How much more than beautiful, sublime, and awe-inspiring is the Immaculate Conception equally the prelude to Christmas — far more so than the well-intentioned but erroneous sentimentality of the lyrics of "Mary Did You Know?"
Pius sums up the dogma of the Immaculate Conception with this definition:
We declare, pronounce and define that the doctrine which holds that the almost Blessed Virgin Mary, in the first instance of her conception, by a singular grace and privilege granted by Almighty God, in view of the merits of Jesus Christ, the Savior of the human race, was preserved gratis from all stain of original sin, is a doctrine revealed past God and therefore to exist believed firmly and constantly past all the faithful.
We are now in the second week of Advent. Prepared or not, nosotros will soon find ourselves in the Christmas season. To find the truth of Christmas, to discover the great souvenir of God which is the real "reason for the season," we cannot avoid, forget or deny the dogma of the Immaculate Conception. No piece of music, not fifty-fifty Handel's Messiah tin can express all of the wonder of Incarnation and the glory of Christmas. Giddy, secular songs can distract us from Christmas. Some songs, similar "Mary Did You Know," even if very affecting in a sentimental way, actually preclude Christmas. This Christmas season, let'due south requite our family and friends the gift of Christmas truth. "O Mary conceived without sin, pray for us who accept recourse to thee!"
When I write next, I volition speak of Advent equally a time of forgiveness.
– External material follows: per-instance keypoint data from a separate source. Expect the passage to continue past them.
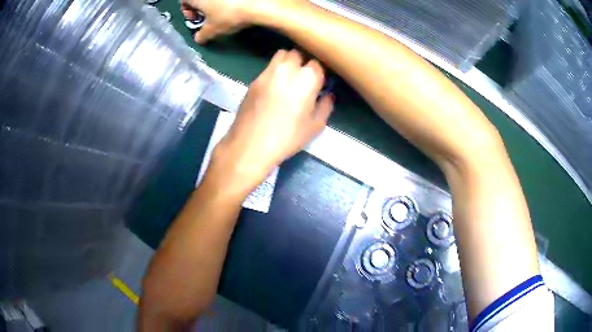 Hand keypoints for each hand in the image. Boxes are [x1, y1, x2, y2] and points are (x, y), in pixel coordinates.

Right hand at [181, 0, 303, 42]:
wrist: (259, 3)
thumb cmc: (229, 15)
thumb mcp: (212, 30)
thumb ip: (201, 35)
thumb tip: (198, 39)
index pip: (183, 1)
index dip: (187, 12)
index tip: (196, 20)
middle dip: (201, 7)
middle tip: (208, 17)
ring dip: (214, 3)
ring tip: (222, 13)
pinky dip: (228, 1)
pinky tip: (236, 6)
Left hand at [211, 50, 333, 188]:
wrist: (251, 145)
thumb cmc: (287, 137)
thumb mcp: (314, 126)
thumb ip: (325, 106)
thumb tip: (328, 95)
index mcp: (307, 78)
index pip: (317, 64)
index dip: (319, 73)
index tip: (319, 83)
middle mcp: (287, 69)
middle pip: (298, 54)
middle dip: (303, 62)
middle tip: (304, 78)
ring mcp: (268, 72)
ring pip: (281, 55)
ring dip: (288, 61)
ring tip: (289, 78)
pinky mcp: (254, 80)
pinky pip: (268, 67)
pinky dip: (274, 70)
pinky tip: (274, 87) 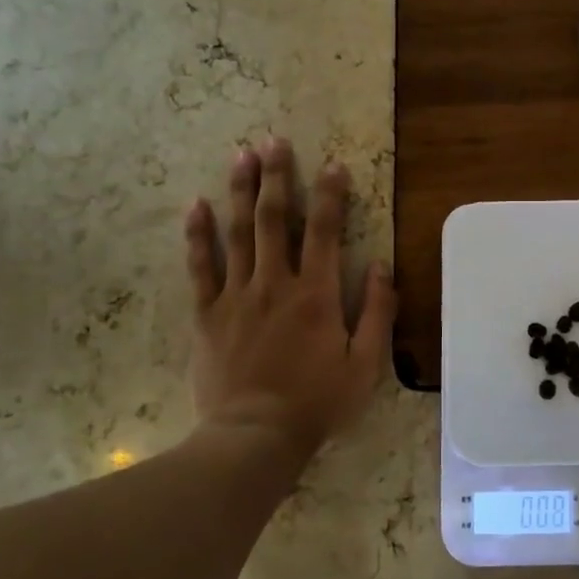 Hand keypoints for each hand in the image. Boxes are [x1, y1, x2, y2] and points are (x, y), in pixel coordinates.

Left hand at [184, 138, 394, 454]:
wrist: (254, 438)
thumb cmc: (317, 402)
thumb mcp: (365, 365)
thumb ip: (378, 312)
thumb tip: (383, 265)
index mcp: (317, 294)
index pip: (326, 231)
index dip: (331, 194)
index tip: (333, 164)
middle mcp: (276, 283)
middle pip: (276, 219)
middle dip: (277, 177)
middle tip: (273, 141)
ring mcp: (237, 296)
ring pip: (238, 232)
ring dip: (241, 191)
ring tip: (241, 155)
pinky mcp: (208, 314)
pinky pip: (200, 267)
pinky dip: (198, 235)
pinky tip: (195, 206) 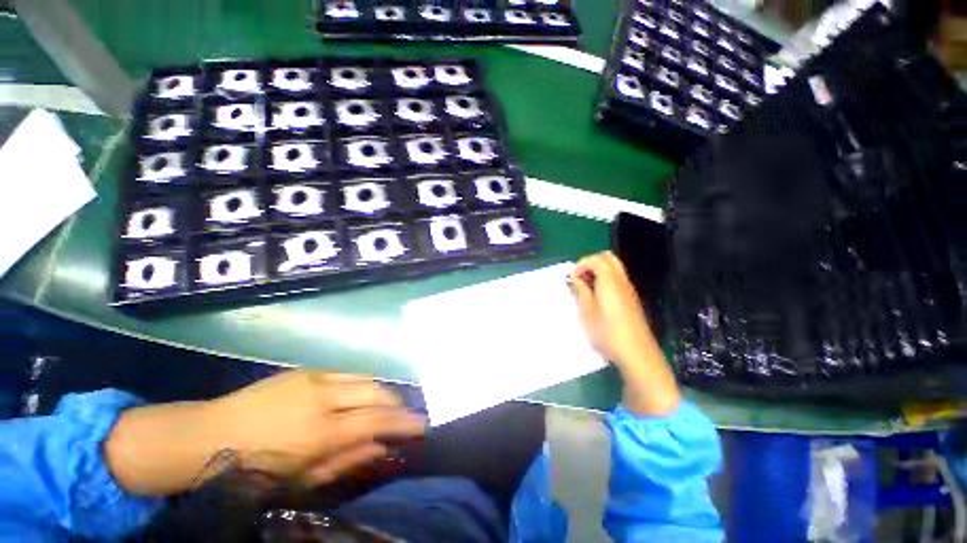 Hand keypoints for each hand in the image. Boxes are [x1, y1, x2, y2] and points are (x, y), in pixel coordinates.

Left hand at [106, 371, 425, 495]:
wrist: (211, 434)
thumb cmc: (255, 469)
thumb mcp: (302, 479)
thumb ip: (346, 461)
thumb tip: (381, 448)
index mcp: (322, 433)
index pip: (377, 422)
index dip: (404, 423)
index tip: (422, 425)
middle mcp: (325, 399)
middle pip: (377, 393)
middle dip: (396, 404)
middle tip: (401, 416)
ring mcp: (316, 379)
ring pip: (365, 379)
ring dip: (379, 392)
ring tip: (379, 405)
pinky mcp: (307, 370)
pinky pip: (346, 373)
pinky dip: (359, 384)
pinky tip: (354, 395)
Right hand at [571, 251, 657, 368]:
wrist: (636, 353)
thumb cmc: (607, 333)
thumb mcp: (586, 313)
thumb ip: (581, 291)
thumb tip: (577, 279)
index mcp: (610, 281)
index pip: (595, 259)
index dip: (581, 265)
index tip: (573, 280)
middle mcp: (621, 281)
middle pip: (607, 258)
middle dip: (591, 263)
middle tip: (580, 279)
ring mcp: (629, 289)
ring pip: (614, 267)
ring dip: (598, 271)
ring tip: (587, 288)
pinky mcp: (631, 299)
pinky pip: (618, 278)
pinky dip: (606, 279)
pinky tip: (598, 297) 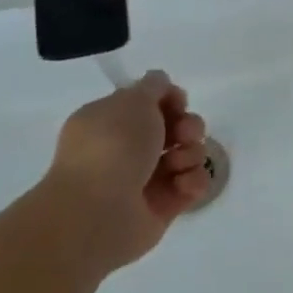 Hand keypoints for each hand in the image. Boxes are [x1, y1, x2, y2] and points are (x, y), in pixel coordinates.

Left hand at [41, 71, 211, 271]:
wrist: (100, 211)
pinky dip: (193, 182)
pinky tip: (182, 186)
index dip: (170, 99)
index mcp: (110, 123)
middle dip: (189, 127)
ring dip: (192, 154)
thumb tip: (160, 81)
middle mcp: (127, 150)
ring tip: (178, 165)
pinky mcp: (164, 206)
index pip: (150, 104)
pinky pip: (193, 184)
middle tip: (184, 134)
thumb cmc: (113, 147)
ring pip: (188, 155)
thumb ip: (153, 86)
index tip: (177, 102)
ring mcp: (146, 179)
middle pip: (176, 129)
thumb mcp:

Until then, let'southward keep each other in prayer.
***
Meet Fr. McTeigue's column in which he responds to readers' comments to "The Problem With 'Mary, Did You Know?'"
Father Robert McTeigue, SJ, is a member of the Maryland Province of the Lodge of Jesus. A professor of philosophy and theology, he has long experience in spiritual direction, retreat ministry and religious germination. He teaches philosophy at Ave Maria University in Ave Maria, FL, and is known for his classes in both rhetoric and medical ethics.